(DATA TO USE)
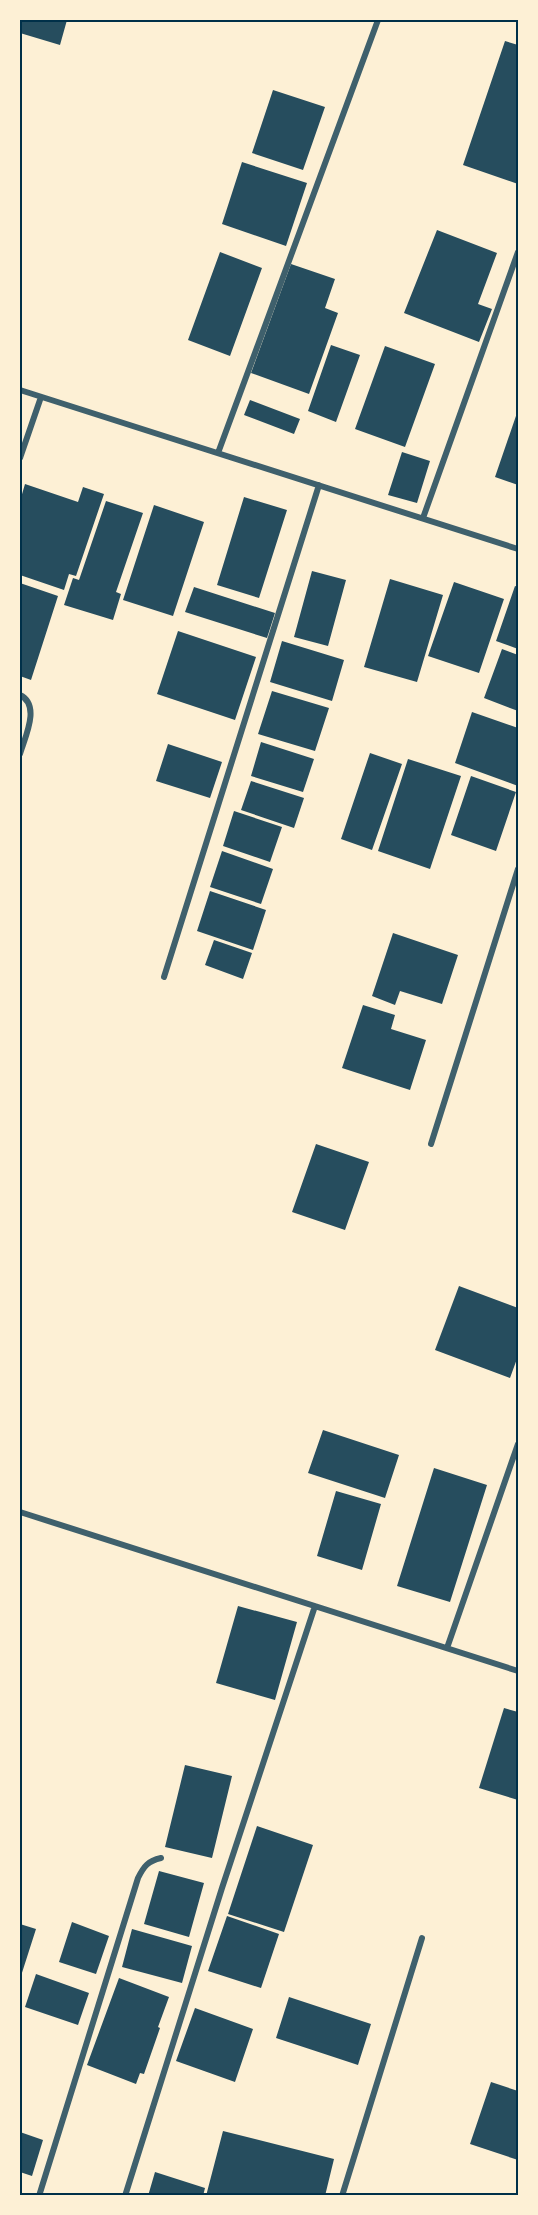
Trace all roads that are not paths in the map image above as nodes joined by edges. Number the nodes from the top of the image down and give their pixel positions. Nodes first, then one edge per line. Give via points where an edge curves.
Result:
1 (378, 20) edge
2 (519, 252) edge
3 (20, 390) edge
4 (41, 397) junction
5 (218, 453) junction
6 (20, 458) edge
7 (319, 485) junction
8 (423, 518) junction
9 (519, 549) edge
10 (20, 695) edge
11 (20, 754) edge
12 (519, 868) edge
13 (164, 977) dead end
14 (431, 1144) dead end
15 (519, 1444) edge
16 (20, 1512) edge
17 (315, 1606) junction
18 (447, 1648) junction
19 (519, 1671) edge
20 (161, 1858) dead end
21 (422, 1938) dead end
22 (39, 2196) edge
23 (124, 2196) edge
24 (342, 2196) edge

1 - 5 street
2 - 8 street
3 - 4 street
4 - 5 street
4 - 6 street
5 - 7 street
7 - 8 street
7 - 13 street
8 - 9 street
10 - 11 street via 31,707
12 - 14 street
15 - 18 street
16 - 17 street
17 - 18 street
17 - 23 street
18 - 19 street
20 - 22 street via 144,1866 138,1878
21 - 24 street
(End DATA TO USE)
(DATA TO USE)
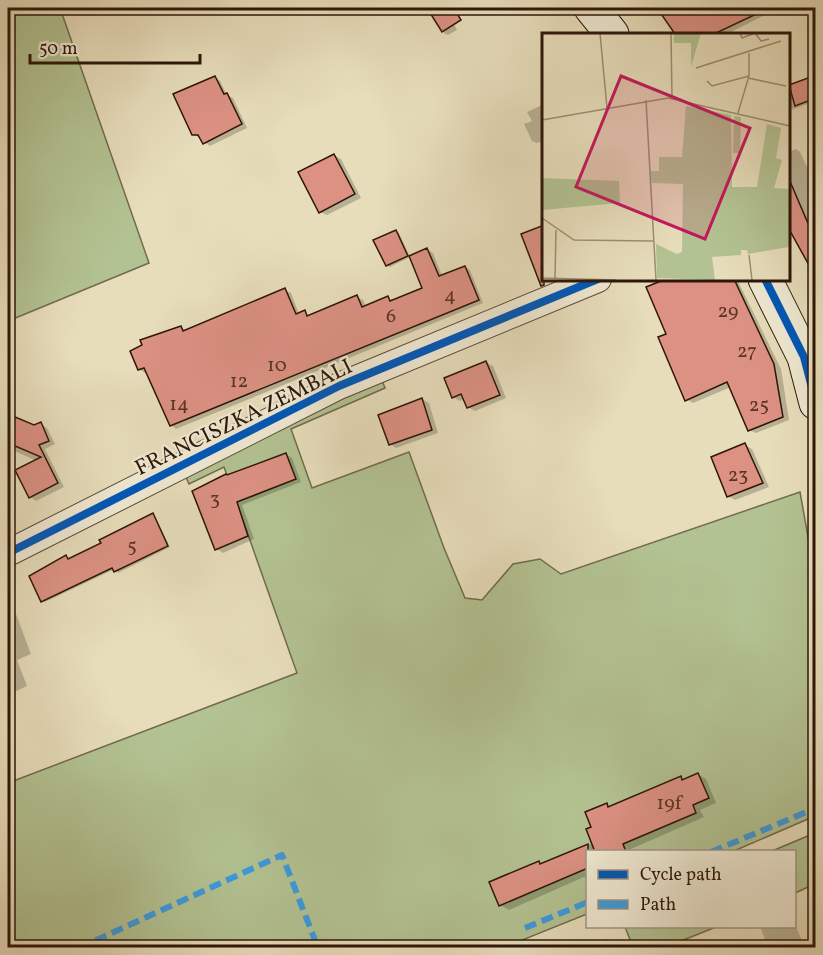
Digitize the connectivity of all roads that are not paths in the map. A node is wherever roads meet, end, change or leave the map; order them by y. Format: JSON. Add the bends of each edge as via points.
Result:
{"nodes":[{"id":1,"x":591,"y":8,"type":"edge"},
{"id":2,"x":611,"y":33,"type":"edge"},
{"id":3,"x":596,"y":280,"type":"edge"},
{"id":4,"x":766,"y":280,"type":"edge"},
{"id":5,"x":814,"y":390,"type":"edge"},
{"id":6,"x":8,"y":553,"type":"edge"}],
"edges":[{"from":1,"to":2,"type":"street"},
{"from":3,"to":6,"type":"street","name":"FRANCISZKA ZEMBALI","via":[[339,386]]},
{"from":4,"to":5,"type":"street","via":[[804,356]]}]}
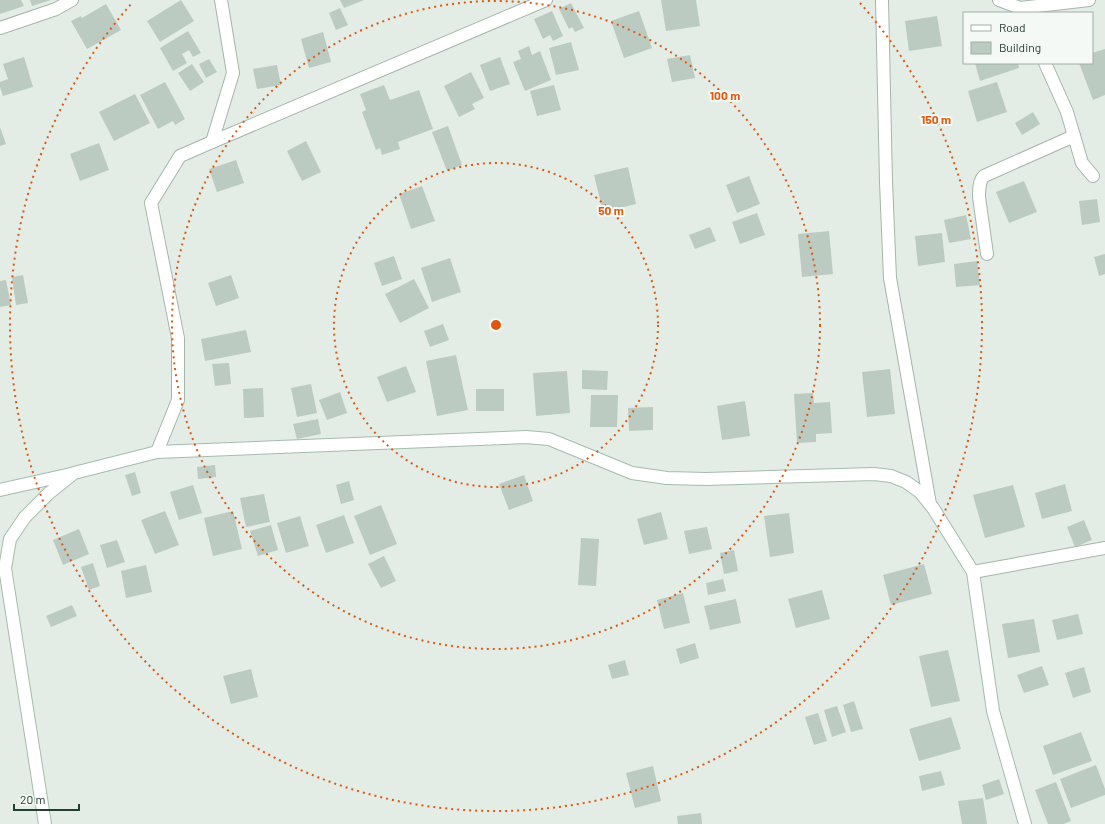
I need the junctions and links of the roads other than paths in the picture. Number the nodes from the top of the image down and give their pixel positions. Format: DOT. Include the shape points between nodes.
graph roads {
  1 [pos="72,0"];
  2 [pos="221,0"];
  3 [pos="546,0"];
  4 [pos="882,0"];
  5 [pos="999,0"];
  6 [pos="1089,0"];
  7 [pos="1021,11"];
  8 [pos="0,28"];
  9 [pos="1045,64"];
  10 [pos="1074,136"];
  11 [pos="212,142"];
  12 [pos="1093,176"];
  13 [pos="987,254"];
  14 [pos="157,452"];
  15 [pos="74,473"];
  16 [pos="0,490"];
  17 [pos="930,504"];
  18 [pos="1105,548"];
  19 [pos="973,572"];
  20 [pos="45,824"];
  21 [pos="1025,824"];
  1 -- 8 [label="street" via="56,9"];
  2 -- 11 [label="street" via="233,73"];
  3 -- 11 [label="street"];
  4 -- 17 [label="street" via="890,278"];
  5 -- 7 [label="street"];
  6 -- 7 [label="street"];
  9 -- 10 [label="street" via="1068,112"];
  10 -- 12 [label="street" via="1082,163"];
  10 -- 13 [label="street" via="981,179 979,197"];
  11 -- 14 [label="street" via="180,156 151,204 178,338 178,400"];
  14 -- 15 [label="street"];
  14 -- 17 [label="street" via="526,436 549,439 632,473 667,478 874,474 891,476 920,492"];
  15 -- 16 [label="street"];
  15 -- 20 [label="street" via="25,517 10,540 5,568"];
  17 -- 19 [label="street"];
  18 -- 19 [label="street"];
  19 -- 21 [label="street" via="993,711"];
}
(End DATA TO USE)
(DATA TO USE)
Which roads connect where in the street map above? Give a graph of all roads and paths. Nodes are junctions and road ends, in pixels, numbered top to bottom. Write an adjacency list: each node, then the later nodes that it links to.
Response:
(End DATA TO USE)
- **TASK OBJECTIVE**: For every line above that has "each" in it, copy the line.

- **TASK RESPONSE**:
Digitize the connectivity of all roads that are not paths in the map. A node is wherever roads meet, end, change or leave the map; order them by y. Format: JSON. Add the bends of each edge as via points.
Which roads connect where in the street map above? Give a graph of all roads and paths. Nodes are junctions and road ends, in pixels, numbered top to bottom. Write an adjacency list: each node, then the later nodes that it links to.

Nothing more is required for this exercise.